Nicolas Sarkozy et Thierry Herzog ont dénoncé des écoutes illégales et l’ancien chef de l’Etat a déposé le 3 novembre 2017 auprès de la chambre de l’instruction de la Cour d’appel une requête en nullité de cette procédure.

Aussitôt connue la nouvelle de son renvoi devant un tribunal correctionnel, ses avocats Pierre Haik et Jacqueline Laffont ont fait savoir dans un communiqué qu’il ferait “valoir ses droits” en saisissant la chambre de l’instruction.

Ils s’insurgent contre le fait que Nicolas Sarkozy ait eu connaissance pratiquement en même temps de ce renvoi et de sa convocation le 25 juin par la chambre de l’instruction pour examiner sa requête en nullité.
  “INCONGRUITÉ
“Est-ce parce que Nicolas Sarkozy est partie à la procédure qu’une telle incongruité judiciaire est possible ? Est-ce parce que les deux magistrats anticipent un rejet du recours avant même que la chambre d’instruction ait statué ?” demandent-ils.

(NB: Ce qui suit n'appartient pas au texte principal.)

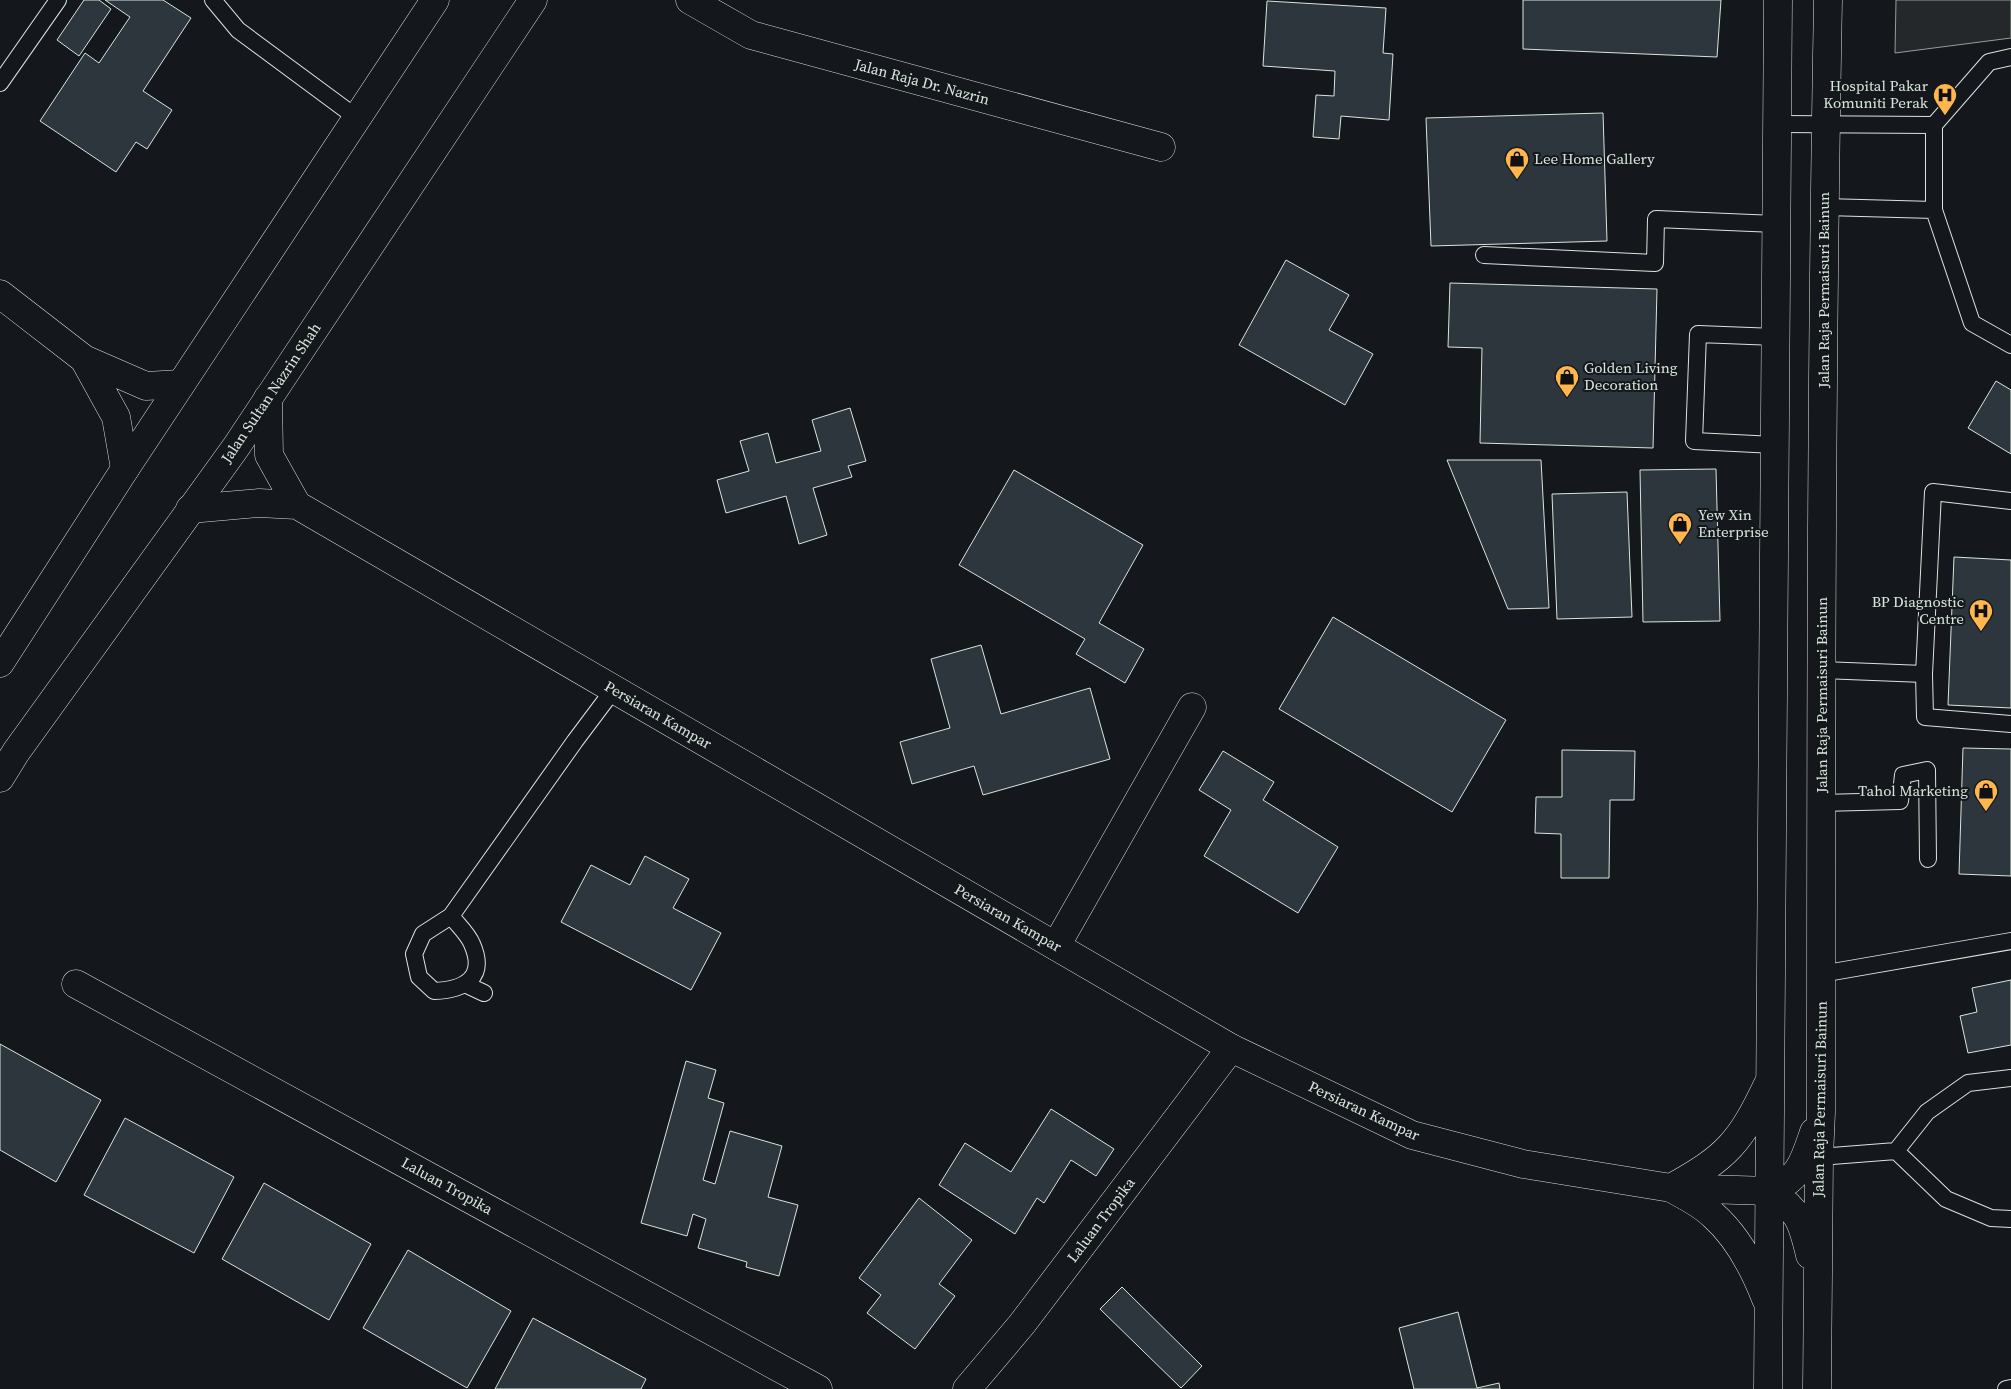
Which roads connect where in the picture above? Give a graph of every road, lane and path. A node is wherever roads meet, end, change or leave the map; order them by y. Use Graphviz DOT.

Ils mettent aussi en cause une des deux juges d’instruction chargées de cette affaire, Claire Thépaut.

Selon eux, celle-ci avait adressé à Nicolas Sarkozy, le 9 juin 2016, un courrier dans lequel elle disait renoncer, “dans un souci d’apaisement”, à participer à toute acte d’instruction concernant l’ancien chef de l’Etat.

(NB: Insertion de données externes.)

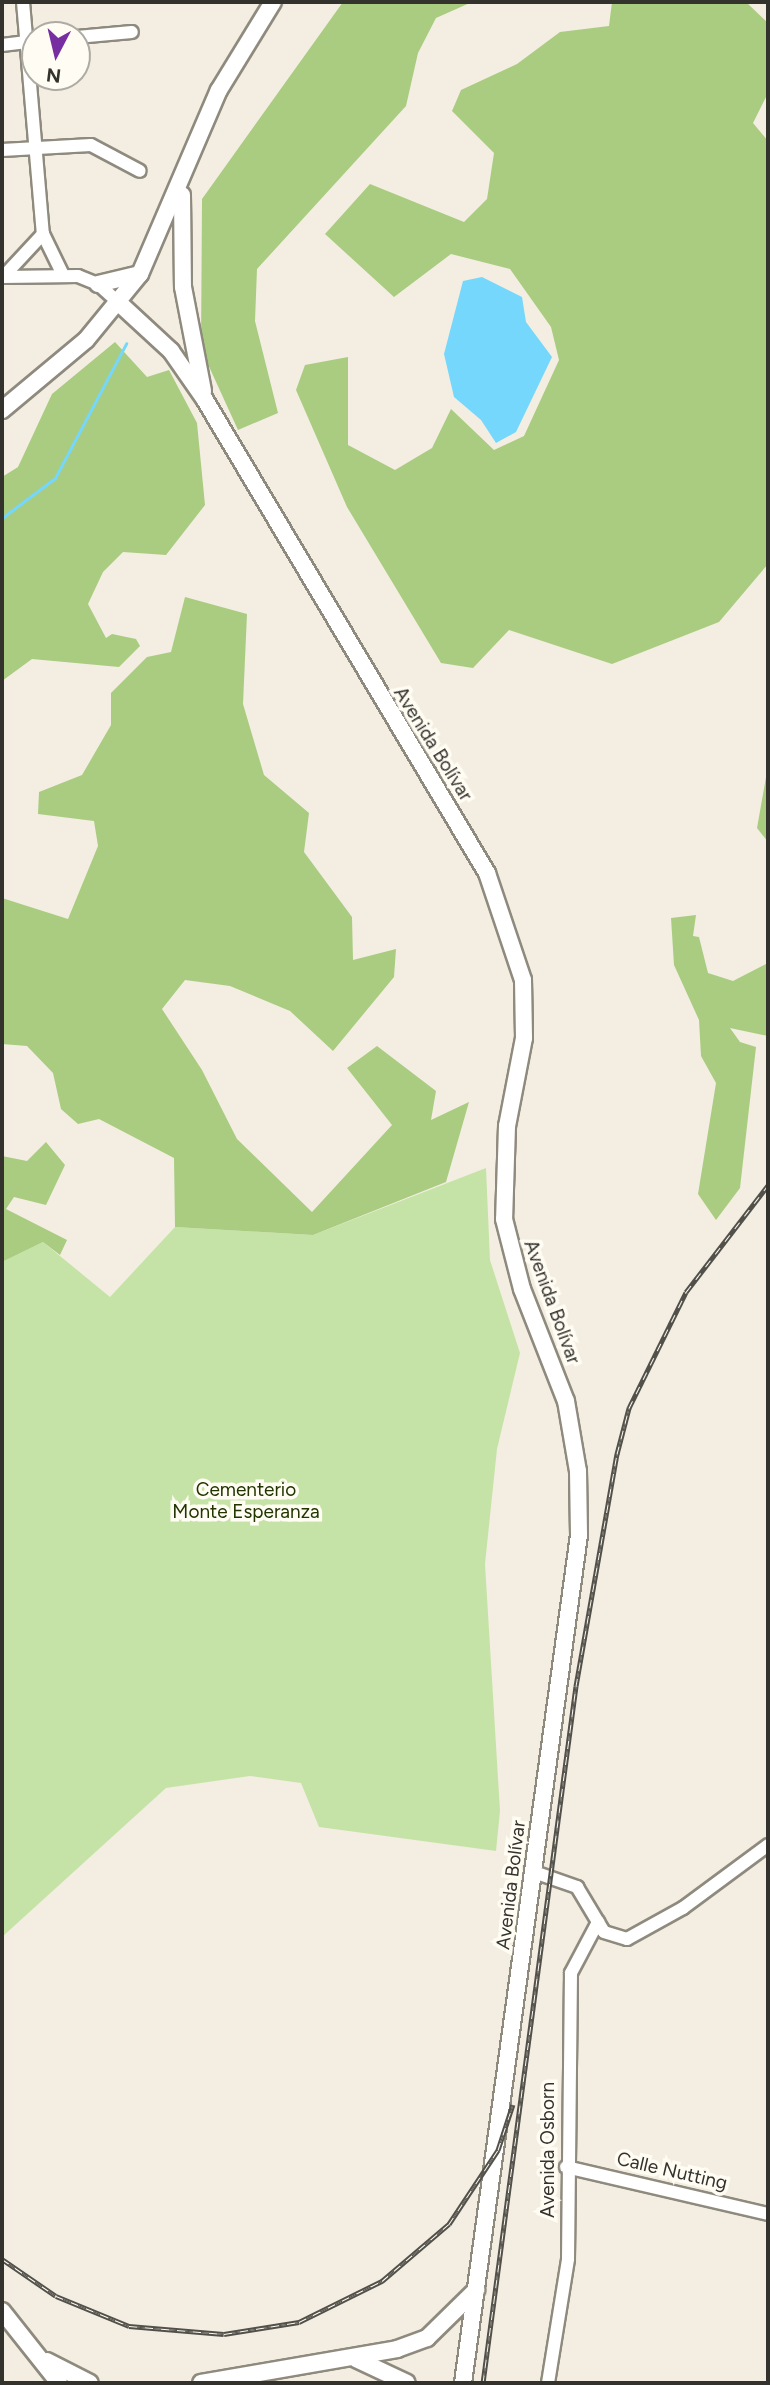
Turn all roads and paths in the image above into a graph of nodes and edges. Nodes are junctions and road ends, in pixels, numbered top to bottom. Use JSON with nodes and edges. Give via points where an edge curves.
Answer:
{"nodes":[{"id":1,"x":23,"y":2,"type":"edge"},
{"id":2,"x":265,"y":4,"type":"edge"},
{"id":3,"x":27,"y":21,"type":"edge"},
{"id":4,"x":132,"y":32,"type":"dead end"},
{"id":5,"x":91,"y":36,"type":"edge"},
{"id":6,"x":21,"y":43,"type":"edge"},
{"id":7,"x":2,"y":45,"type":"edge"},
{"id":8,"x":33,"y":91,"type":"edge"},
{"id":9,"x":35,"y":146,"type":"junction"},
{"id":10,"x":2,"y":150,"type":"edge"},
{"id":11,"x":140,"y":171,"type":"dead end"},
{"id":12,"x":182,"y":186,"type":"junction"},
{"id":13,"x":181,"y":226,"type":"junction"},
{"id":14,"x":43,"y":234,"type":"junction"},
{"id":15,"x":150,"y":258,"type":"junction"},
{"id":16,"x":62,"y":272,"type":"junction"},
{"id":17,"x":140,"y":274,"type":"junction"},
{"id":18,"x":2,"y":277,"type":"edge"},
{"id":19,"x":98,"y":284,"type":"junction"},
{"id":20,"x":119,"y":303,"type":"junction"},
{"id":21,"x":205,"y":400,"type":"junction"},
{"id":22,"x":2,"y":410,"type":"edge"},
{"id":23,"x":768,"y":1845,"type":"edge"},
{"id":24,"x":534,"y":1871,"type":"junction"},
{"id":25,"x":597,"y":1922,"type":"junction"},
{"id":26,"x":566,"y":2167,"type":"junction"},
{"id":27,"x":768,"y":2214,"type":"edge"},
{"id":28,"x":476,"y":2290,"type":"junction"},
{"id":29,"x":2,"y":2311,"type":"edge"},
{"id":30,"x":36,"y":2354,"type":"junction"},
{"id":31,"x":355,"y":2359,"type":"junction"},
{"id":32,"x":59,"y":2383,"type":"edge"},
{"id":33,"x":90,"y":2383,"type":"edge"},
{"id":34,"x":201,"y":2383,"type":"edge"},
{"id":35,"x":407,"y":2383,"type":"edge"},
{"id":36,"x":463,"y":2383,"type":"edge"},
{"id":37,"x":548,"y":2383,"type":"edge"}],
"edges":[{"from":1,"to":3,"type":"street"},
{"from":2,"to":12,"type":"main road","via":[[219,90]]},
{"from":4,"to":5,"type":"street"},
{"from":6,"to":7,"type":"street"},
{"from":8,"to":9,"type":"street"},
{"from":9,"to":10,"type":"street"},
{"from":9,"to":11,"type":"street","via":[[91,145]]},
{"from":9,"to":14,"type":"street"},
{"from":12,"to":13,"type":"main road"},
{"from":12,"to":15,"type":"main road"},
{"from":13,"to":15,"type":"main road"},
{"from":13,"to":21,"type":"main road","via":[[185,304]]},
{"from":14,"to":16,"type":"street"},
{"from":14,"to":18,"type":"street"},
{"from":15,"to":17,"type":"main road"},
{"from":16,"to":18,"type":"street"},
{"from":16,"to":19,"type":"street"},
{"from":17,"to":19,"type":"main road"},
{"from":17,"to":20,"type":"main road"},
{"from":19,"to":20,"type":"street"},
{"from":20,"to":21,"type":"main road","name":"Avenida Bolívar","via":[[171,351]]},
{"from":20,"to":22,"type":"main road","via":[[86,340]]},
{"from":21,"to":24,"type":"main road","name":"Avenida Bolívar","via":[[487,873],[518,955],[526,1012],[508,1126],[504,1219],[522,1289],[566,1401],[580,1489],[576,1559]]},
{"from":23,"to":25,"type":"street","via":[[642,1933],[614,1938]]},
{"from":24,"to":25,"type":"street","via":[[577,1887]]},
{"from":24,"to":28,"type":"main road","name":"Avenida Bolívar"},
{"from":25,"to":26,"type":"street","name":"Avenida Osborn","via":[[571,1973]]},
{"from":26,"to":27,"type":"street","name":"Calle Nutting"},
{"from":26,"to":37,"type":"street","name":"Avenida Osborn","via":[[565,2288]]},
{"from":28,"to":31,"type":"main road","via":[[427,2338]]},
{"from":28,"to":36,"type":"main road","name":"Avenida Bolívar"},
{"from":29,"to":30,"type":"main road"},
{"from":30,"to":32,"type":"main road"},
{"from":30,"to":33,"type":"main road"},
{"from":31,"to":34,"type":"main road"},
{"from":31,"to":35,"type":"main road"}]}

Nicolas Sarkozy, qui reproche à cette magistrate son appartenance au Syndicat de la magistrature, classé à gauche, et met en doute son impartialité, avait demandé qu’elle soit récusée, une demande rejetée.

Ses avocats demandent comment elle peut aujourd’hui signer l’ordonnance de renvoi de leur client en correctionnelle “après n’avoir plus participé à aucun acte d’instruction” depuis juin 2016. “Chacun est libre d’apprécier l’incongruité d’une telle situation”, écrivent-ils dans leur communiqué.

Ils concluent en assurant que Nicolas Sarkozy “ne doute pas, qu’une fois encore, la vérité finira par triompher”.

A droite, où le renvoi en correctionnelle de l’ancien président pour le présumé financement libyen de sa campagne de 2007 a été vivement critiqué, l’annonce de ce deuxième procès potentiel a suscité des commentaires acides.
 
Olivier Marleix, député Les Républicains et proche de Nicolas Sarkozy, à dénoncé “une débauche d’énergie pour des faits grotesques à l’heure où tous nos moyens judiciaires devraient être consacrés à lutter contre le terrorisme”.